Quote from Brass:
Please read my post again. I did not suggest taking a confirmed A trade "blindly without price action." Note that I wrote, "...under what conditions would you not act on such a clearly defined and confirmed breakout, in whatever manner that you do, on its face alone?" (Underlined here for emphasis.) I'm saying if you had the kind of price setup you're looking for, specifically, a confirmed A following a tight range, and then price did whatever else you require it to do (i.e., your own personal definition of suitable "price action," whatever it may be, in that particular instrument), then under what conditions would you NOT take the trade because of some news or other intermarket relationship that you make it a point to study during your 60+ hours per week? Is that more clear? If so, then please try to be as specific as you can in your response. An example might be useful to illustrate the point.

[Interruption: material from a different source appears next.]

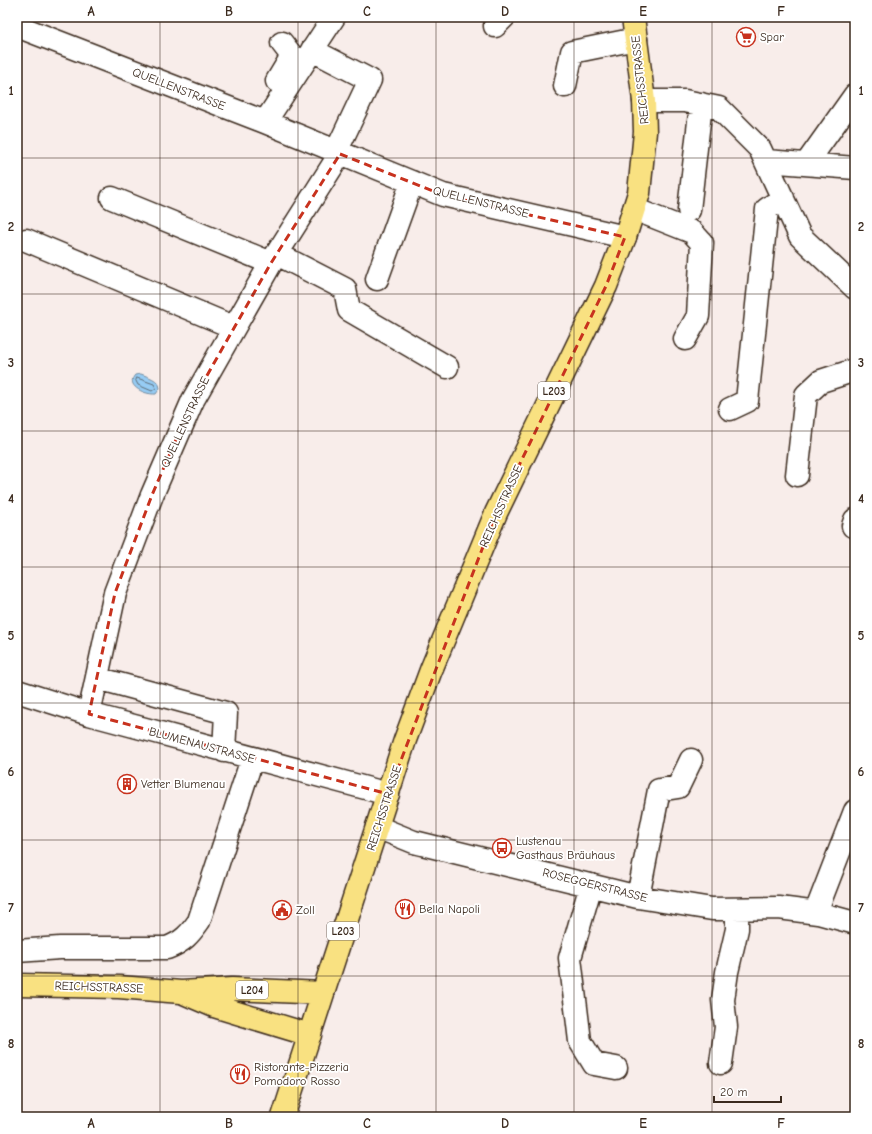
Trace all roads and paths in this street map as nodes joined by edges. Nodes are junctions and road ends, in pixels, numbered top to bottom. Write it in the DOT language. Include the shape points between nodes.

I'll give you an example I posted on this thread just a few days ago. Gold made a confirmed monthly A up. Shan asked me about it. I told him I was suspect of the breakout because the entire commodity complex was getting sold hard. All the grains rolled over hard. Coffee, coco, sugar, all them were getting hit. That is not the best environment to be buying a breakout in Gold. So I told Shan I didn't like the trade. Sure enough the next morning Gold came off 30 handles. Now it still might end up breaking out. All the other commodities are sitting at their monthly A downs. If those levels hold and they lift then Gold might have enough energy to break out. I would be shocked to see Gold actually trade higher with grains going in free fall. There is an example where watching the price action of other products kept me out of a trade that technically on paper confirmed a buy signal.